DATA RECORDS:

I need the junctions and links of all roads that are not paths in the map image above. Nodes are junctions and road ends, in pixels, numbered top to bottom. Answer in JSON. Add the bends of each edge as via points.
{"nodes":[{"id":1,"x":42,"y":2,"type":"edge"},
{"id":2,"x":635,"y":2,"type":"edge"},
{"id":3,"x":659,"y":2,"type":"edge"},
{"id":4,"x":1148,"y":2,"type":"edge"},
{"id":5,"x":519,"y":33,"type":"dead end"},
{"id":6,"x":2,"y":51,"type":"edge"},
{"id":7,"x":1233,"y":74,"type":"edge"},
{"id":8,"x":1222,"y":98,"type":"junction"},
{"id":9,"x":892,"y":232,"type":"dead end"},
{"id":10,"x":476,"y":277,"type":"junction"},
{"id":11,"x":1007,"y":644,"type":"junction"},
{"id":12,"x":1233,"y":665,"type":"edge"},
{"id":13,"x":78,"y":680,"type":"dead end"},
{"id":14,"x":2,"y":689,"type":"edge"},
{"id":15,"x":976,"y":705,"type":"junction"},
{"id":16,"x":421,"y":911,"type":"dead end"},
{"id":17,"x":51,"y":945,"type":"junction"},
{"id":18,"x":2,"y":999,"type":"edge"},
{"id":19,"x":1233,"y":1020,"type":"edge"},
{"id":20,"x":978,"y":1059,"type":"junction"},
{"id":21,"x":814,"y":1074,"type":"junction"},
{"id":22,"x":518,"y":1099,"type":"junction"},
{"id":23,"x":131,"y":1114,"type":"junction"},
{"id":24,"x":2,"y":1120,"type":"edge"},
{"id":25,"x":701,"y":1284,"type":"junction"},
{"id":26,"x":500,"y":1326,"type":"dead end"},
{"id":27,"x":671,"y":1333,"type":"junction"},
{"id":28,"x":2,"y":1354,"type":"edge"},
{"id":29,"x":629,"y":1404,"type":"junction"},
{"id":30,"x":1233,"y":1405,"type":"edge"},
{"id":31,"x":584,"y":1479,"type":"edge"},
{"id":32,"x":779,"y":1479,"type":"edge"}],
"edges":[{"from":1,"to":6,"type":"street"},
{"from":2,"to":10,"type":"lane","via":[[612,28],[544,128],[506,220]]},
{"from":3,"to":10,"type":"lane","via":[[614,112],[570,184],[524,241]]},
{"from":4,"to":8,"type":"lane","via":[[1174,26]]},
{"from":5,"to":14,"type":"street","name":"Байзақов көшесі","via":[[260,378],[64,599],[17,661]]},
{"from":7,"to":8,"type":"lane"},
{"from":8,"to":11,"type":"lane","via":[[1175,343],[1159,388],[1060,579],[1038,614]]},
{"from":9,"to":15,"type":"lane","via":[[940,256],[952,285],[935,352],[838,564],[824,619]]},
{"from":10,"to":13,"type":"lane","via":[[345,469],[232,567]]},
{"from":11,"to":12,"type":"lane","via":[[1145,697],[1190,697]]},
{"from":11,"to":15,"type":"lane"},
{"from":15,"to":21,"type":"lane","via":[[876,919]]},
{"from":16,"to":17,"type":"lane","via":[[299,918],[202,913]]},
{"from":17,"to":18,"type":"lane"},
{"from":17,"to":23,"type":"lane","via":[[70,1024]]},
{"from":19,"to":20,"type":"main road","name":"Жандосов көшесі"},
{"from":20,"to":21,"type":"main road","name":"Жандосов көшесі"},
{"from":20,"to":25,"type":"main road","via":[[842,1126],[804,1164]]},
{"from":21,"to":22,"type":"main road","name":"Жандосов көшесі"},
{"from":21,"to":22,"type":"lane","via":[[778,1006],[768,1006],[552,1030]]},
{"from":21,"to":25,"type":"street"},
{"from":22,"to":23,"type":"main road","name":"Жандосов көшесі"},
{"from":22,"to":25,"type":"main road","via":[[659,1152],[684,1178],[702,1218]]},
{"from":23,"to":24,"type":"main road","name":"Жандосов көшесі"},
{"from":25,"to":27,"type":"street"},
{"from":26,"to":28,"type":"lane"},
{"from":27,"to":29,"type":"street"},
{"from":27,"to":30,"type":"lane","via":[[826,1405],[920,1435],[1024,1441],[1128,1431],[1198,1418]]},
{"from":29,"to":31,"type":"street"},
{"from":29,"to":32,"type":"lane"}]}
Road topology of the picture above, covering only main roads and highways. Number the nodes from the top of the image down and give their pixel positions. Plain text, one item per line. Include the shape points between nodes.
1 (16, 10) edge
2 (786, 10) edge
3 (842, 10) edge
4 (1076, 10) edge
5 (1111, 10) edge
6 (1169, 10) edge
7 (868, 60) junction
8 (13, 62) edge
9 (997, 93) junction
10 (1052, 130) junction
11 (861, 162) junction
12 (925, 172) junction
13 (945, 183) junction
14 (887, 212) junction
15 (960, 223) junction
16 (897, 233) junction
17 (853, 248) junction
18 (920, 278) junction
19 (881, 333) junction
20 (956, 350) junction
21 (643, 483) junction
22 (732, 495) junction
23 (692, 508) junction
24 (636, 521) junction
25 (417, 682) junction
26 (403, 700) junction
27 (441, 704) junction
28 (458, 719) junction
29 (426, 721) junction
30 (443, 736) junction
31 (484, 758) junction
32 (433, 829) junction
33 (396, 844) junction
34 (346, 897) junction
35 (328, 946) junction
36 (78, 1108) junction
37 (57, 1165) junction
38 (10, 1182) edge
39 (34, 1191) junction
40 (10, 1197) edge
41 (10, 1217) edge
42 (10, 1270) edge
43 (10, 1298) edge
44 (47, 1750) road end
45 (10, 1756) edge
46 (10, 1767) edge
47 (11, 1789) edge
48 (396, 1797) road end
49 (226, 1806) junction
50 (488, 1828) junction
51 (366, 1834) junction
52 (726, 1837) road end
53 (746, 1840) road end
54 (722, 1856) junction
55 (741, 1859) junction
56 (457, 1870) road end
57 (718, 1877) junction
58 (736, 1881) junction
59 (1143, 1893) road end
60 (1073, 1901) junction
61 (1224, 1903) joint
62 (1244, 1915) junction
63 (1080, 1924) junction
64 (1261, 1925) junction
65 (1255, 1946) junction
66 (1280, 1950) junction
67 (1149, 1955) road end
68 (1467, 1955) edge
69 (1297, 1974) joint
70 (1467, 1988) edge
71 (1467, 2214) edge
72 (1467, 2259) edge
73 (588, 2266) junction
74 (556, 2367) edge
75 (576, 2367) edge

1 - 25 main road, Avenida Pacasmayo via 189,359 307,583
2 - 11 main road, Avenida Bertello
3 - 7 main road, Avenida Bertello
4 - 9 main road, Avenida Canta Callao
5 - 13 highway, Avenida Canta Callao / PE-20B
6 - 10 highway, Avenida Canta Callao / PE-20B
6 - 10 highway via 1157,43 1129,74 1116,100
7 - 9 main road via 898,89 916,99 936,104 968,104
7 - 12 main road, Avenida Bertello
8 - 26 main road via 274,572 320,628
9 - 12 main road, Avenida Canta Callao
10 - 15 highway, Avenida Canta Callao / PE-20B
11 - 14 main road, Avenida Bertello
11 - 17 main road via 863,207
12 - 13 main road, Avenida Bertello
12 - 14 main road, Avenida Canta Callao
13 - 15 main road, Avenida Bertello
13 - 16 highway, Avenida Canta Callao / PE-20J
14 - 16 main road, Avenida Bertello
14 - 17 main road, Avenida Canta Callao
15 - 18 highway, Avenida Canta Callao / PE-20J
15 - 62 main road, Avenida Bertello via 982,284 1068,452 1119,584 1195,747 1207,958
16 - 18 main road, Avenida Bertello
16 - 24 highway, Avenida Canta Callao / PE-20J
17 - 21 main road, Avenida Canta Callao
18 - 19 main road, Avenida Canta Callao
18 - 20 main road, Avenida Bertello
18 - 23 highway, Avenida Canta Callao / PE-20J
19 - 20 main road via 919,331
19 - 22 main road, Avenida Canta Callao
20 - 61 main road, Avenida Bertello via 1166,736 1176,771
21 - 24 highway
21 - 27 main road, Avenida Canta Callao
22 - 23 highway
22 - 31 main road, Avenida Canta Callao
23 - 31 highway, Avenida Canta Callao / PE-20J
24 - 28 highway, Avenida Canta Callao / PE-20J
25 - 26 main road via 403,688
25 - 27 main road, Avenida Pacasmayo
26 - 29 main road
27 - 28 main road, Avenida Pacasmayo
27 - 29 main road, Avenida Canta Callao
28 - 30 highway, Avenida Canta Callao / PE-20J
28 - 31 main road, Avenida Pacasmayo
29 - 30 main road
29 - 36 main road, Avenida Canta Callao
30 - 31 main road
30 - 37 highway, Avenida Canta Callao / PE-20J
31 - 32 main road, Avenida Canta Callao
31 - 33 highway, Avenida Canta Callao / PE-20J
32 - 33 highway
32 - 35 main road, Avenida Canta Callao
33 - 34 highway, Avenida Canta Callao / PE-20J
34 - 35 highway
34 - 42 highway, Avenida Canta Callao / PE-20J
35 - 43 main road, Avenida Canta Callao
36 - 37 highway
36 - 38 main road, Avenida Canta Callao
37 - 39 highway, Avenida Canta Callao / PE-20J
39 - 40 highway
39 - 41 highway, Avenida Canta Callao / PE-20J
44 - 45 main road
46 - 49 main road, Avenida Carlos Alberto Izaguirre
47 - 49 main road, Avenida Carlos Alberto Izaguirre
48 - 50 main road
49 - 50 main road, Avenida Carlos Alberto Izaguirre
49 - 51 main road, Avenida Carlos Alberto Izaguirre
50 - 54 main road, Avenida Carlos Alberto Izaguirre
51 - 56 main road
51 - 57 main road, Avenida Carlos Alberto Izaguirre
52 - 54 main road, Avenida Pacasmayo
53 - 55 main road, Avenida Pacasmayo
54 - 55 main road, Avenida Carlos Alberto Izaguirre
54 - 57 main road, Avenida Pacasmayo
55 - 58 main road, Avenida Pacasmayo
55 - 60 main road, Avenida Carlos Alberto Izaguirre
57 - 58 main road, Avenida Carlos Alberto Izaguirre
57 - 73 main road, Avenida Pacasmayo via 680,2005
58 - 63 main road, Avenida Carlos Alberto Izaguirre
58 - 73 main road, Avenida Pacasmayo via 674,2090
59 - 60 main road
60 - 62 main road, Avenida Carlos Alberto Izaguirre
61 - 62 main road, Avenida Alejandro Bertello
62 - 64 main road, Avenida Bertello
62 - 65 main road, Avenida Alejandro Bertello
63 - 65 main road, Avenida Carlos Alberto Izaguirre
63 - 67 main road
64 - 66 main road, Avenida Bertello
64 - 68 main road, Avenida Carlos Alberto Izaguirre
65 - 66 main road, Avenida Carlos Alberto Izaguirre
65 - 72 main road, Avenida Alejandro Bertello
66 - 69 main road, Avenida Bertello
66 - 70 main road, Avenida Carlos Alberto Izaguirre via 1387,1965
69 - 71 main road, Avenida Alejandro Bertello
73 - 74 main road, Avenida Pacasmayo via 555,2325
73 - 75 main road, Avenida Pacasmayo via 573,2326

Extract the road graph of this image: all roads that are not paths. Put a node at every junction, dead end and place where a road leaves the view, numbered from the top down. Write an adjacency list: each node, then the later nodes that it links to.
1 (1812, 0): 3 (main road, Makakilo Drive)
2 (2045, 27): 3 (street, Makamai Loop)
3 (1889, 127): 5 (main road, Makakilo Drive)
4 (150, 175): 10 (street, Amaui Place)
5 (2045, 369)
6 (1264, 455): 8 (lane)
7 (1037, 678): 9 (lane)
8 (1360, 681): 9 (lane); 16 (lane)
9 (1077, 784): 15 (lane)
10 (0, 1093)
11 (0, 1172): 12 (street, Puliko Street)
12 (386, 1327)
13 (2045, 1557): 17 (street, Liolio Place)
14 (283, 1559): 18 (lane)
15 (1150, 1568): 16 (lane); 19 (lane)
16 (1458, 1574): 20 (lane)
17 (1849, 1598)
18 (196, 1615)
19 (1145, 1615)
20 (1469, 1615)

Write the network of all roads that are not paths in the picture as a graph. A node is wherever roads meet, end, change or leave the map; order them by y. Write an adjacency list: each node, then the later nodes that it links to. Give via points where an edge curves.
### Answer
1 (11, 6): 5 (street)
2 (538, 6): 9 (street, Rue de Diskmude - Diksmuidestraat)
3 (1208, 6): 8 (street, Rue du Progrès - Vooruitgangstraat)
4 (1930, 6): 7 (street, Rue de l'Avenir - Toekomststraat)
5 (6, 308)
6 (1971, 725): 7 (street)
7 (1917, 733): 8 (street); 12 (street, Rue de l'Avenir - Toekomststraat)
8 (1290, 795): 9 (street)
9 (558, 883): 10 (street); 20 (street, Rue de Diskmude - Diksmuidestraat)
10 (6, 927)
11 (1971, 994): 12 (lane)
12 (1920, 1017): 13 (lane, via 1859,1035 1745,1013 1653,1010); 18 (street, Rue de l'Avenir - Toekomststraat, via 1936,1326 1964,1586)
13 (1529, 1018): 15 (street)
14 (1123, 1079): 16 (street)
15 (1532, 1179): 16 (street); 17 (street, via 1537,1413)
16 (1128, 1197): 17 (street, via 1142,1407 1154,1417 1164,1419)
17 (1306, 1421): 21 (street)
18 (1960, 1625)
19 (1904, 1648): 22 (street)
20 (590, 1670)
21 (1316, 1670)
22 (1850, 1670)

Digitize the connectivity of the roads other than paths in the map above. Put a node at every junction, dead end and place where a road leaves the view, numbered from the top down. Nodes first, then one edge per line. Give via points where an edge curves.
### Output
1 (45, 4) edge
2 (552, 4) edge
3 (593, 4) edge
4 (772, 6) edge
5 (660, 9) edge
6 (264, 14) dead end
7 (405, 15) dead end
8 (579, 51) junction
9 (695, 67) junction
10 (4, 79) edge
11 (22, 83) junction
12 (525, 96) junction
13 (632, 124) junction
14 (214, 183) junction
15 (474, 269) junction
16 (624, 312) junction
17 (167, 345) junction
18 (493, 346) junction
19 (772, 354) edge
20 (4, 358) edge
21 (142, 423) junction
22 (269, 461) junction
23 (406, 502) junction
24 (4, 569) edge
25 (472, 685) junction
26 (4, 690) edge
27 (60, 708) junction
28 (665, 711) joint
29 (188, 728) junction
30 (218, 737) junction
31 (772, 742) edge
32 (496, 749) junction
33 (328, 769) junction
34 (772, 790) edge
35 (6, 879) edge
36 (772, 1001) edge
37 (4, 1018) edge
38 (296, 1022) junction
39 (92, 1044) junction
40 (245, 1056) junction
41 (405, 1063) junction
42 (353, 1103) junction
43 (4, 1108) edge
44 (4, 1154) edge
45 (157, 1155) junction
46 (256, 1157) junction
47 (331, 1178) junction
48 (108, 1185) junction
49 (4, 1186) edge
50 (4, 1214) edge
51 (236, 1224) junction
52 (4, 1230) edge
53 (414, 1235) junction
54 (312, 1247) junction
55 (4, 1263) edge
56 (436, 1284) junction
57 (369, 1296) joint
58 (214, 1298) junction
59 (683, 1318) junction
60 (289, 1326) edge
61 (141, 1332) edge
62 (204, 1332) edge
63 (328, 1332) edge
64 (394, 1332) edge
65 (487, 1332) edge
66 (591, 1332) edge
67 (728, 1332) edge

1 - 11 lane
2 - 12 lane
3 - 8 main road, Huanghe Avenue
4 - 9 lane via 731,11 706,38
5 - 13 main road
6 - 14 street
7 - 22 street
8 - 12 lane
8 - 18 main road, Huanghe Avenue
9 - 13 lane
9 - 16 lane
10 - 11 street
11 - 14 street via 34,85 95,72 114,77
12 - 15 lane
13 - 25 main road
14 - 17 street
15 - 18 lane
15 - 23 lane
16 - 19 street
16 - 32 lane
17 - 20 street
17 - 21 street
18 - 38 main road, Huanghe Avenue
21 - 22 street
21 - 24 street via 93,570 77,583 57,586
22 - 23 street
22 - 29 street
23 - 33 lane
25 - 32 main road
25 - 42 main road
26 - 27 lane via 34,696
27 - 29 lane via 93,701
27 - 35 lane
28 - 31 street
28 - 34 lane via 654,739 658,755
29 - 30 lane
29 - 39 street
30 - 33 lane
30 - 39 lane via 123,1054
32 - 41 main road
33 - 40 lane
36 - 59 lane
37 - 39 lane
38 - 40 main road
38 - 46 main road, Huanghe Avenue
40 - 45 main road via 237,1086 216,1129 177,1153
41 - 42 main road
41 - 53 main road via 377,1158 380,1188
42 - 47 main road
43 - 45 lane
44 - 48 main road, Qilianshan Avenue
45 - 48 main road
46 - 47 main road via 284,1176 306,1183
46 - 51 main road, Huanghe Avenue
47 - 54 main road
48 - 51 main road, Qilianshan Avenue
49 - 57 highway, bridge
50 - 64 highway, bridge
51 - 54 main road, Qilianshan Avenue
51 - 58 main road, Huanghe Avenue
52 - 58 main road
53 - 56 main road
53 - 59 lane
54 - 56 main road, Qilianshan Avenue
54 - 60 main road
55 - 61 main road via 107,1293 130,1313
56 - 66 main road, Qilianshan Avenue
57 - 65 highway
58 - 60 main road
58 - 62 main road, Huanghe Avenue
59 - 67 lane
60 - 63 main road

YOUR TASK: Find the line with "Extract the road" in the material above. Reproduce it and each line after it up to and including the line with "Write the network".

EXERCISE SOLUTION:
Extract the road graph of this image: all roads that are not paths. Put a node at every junction, dead end and place where a road leaves the view, numbered from the top down. Write an adjacency list: each node, then the later nodes that it links to.
1 (1812, 0): 3 (main road, Makakilo Drive)
2 (2045, 27): 3 (street, Makamai Loop)
3 (1889, 127): 5 (main road, Makakilo Drive)
4 (150, 175): 10 (street, Amaui Place)
5 (2045, 369)
6 (1264, 455): 8 (lane)
7 (1037, 678): 9 (lane)
8 (1360, 681): 9 (lane); 16 (lane)
9 (1077, 784): 15 (lane)
10 (0, 1093)
11 (0, 1172): 12 (street, Puliko Street)
12 (386, 1327)
13 (2045, 1557): 17 (street, Liolio Place)
14 (283, 1559): 18 (lane)
15 (1150, 1568): 16 (lane); 19 (lane)
16 (1458, 1574): 20 (lane)
17 (1849, 1598)
18 (196, 1615)
19 (1145, 1615)
20 (1469, 1615)

Write the network of all roads that are not paths in the picture as a graph. A node is wherever roads meet, end, change or leave the map; order them by y. Write an adjacency list: each node, then the later nodes that it links to. Give via points where an edge curves.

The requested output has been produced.